BEGIN DATA

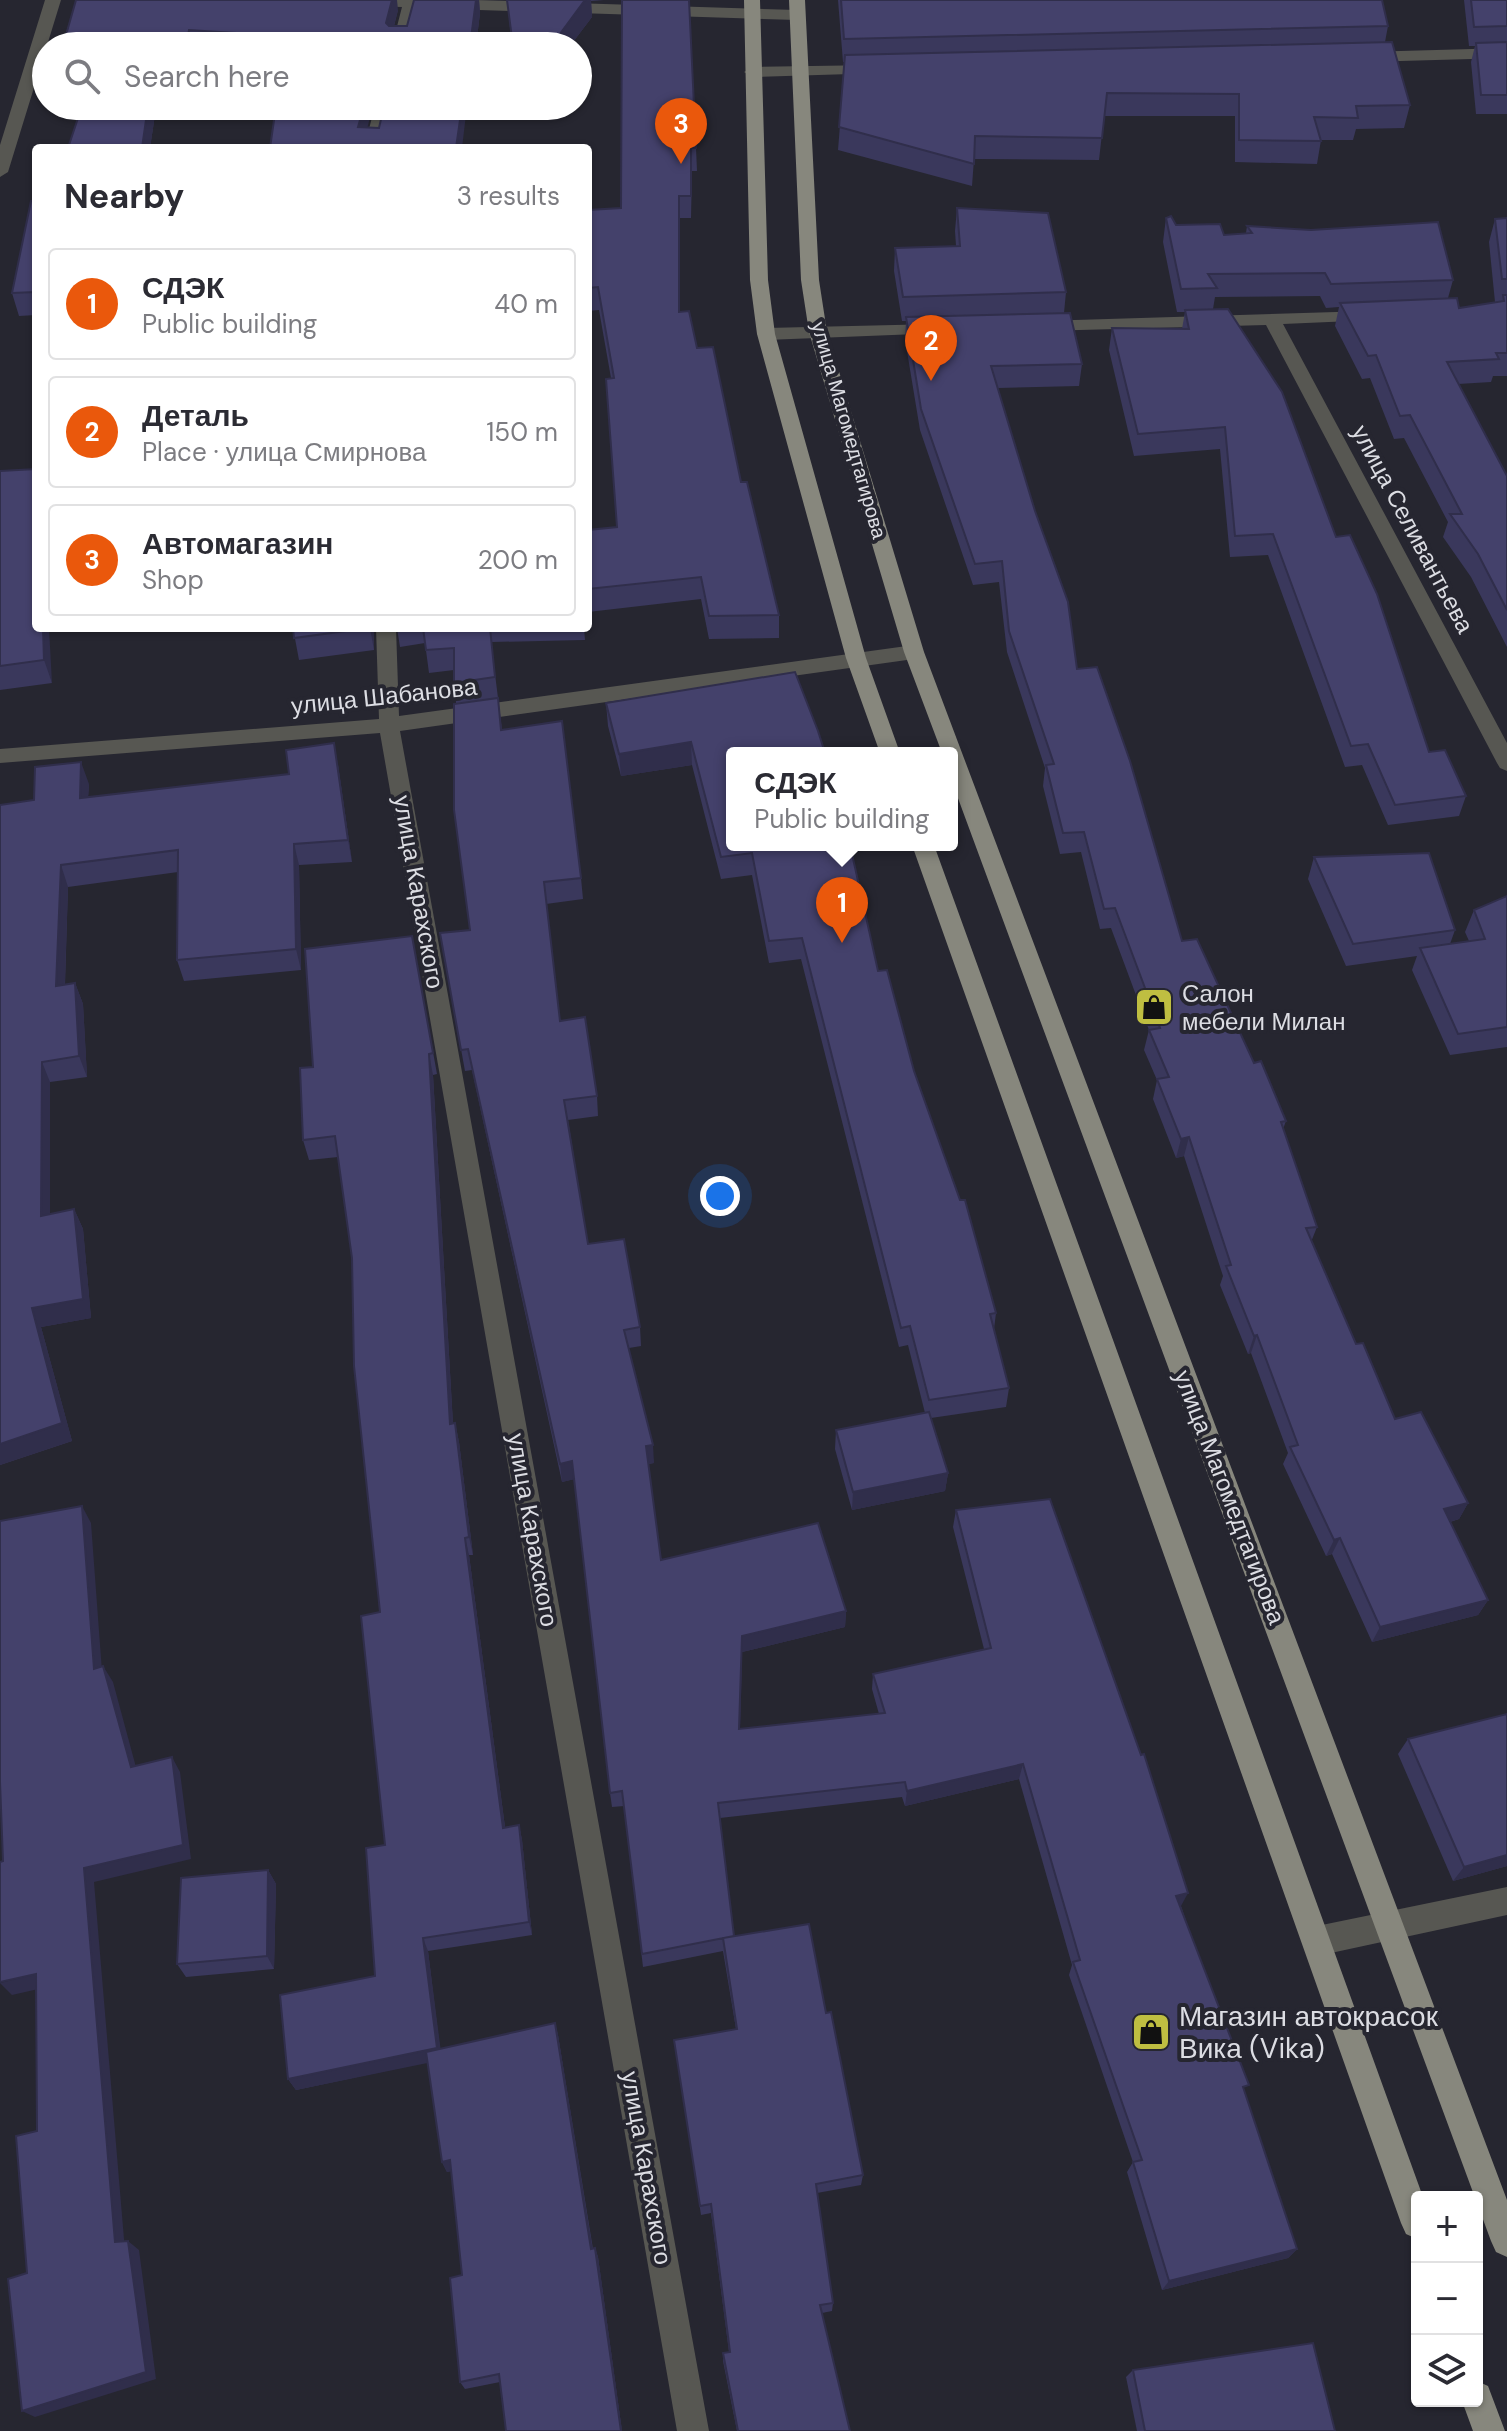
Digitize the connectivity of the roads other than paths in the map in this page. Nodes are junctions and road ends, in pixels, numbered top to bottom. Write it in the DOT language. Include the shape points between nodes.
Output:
graph roads {
  1 [pos="53,0"];
  2 [pos="328,0"];
  3 [pos="411,2"];
  4 [pos="752,7"];
  5 [pos="797,8"];
  6 [pos="43,32"];
  7 [pos="404,32"];
  8 [pos="1507,53"];
  9 [pos="1348,57"];
  10 [pos="32,68"];
  11 [pos="888,69"];
  12 [pos="752,72"];
  13 [pos="798,72"];
  14 [pos="379,120"];
  15 [pos="373,144"];
  16 [pos="0,172"];
  17 [pos="1382,315"];
  18 [pos="1272,320"];
  19 [pos="1022,327"];
  20 [pos="959,328"];
  21 [pos="818,332"];
  22 [pos="766,334"];
  23 [pos="386,632"];
  24 [pos="914,652"];
  25 [pos="856,658"];
  26 [pos="389,725"];
  27 [pos="888,747"];
  28 [pos="949,747"];
  29 [pos="0,756"];
  30 [pos="1507,763"];
  31 [pos="958,770"];
  32 [pos="925,851"];
  33 [pos="1507,1901"];
  34 [pos="1391,1926"];
  35 [pos="1317,1941"];
  36 [pos="1411,2206"];
  37 [pos="1507,2241"];
  38 [pos="1481,2407"];
  39 [pos="693,2431"];
  40 [pos="1489,2431"];
  1 -- 6 [label="street"];
  2 -- 3 [label="street"];
  3 -- 4 [label="street"];
  3 -- 7 [label="street"];
  4 -- 5 [label="street"];
  4 -- 12 [label="main road"];
  5 -- 13 [label="main road, улица Магомедтагирова"];
  8 -- 9 [label="street"];
  10 -- 16 [label="street"];
  11 -- 13 [label="street"];
  12 -- 13 [label="street"];
  12 -- 22 [label="main road" via="759,280"];
  13 -- 21 [label="main road, улица Магомедтагирова"];
  14 -- 15 [label="street"];
  17 -- 18 [label="street"];
  18 -- 19 [label="street"];
  18 -- 30 [label="street, улица Селивантьева"];
  20 -- 21 [label="street"];
  21 -- 22 [label="street"];
  21 -- 24 [label="main road, улица Магомедтагирова"];
  22 -- 25 [label="main road"];
  23 -- 26 [label="street, улица Карахского"];
  24 -- 25 [label="street, улица Шабанова"];
  24 -- 28 [label="main road, улица Магомедтагирова"];
  25 -- 26 [label="street, улица Шабанова"];
  25 -- 27 [label="main road"];
  26 -- 29 [label="street, улица Шабанова"];
  26 -- 39 [label="street, улица Карахского"];
  31 -- 34 [label="main road, улица Магомедтагирова"];
  32 -- 35 [label="main road"];
  33 -- 34 [label="street"];
  34 -- 35 [label="street"];
  34 -- 37 [label="main road, улица Магомедтагирова"];
  35 -- 36 [label="main road"];
  38 -- 40 [label="main road"];
}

END DATA

▸ ACTIVITY
Each line of the entries above that includes the string "Шабанова" should be copied out.

▸ OUTPUT OF THE TASK
  24 -- 25 [label="street, улица Шабанова"];
  25 -- 26 [label="street, улица Шабанова"];
  26 -- 29 [label="street, улица Шабанова"];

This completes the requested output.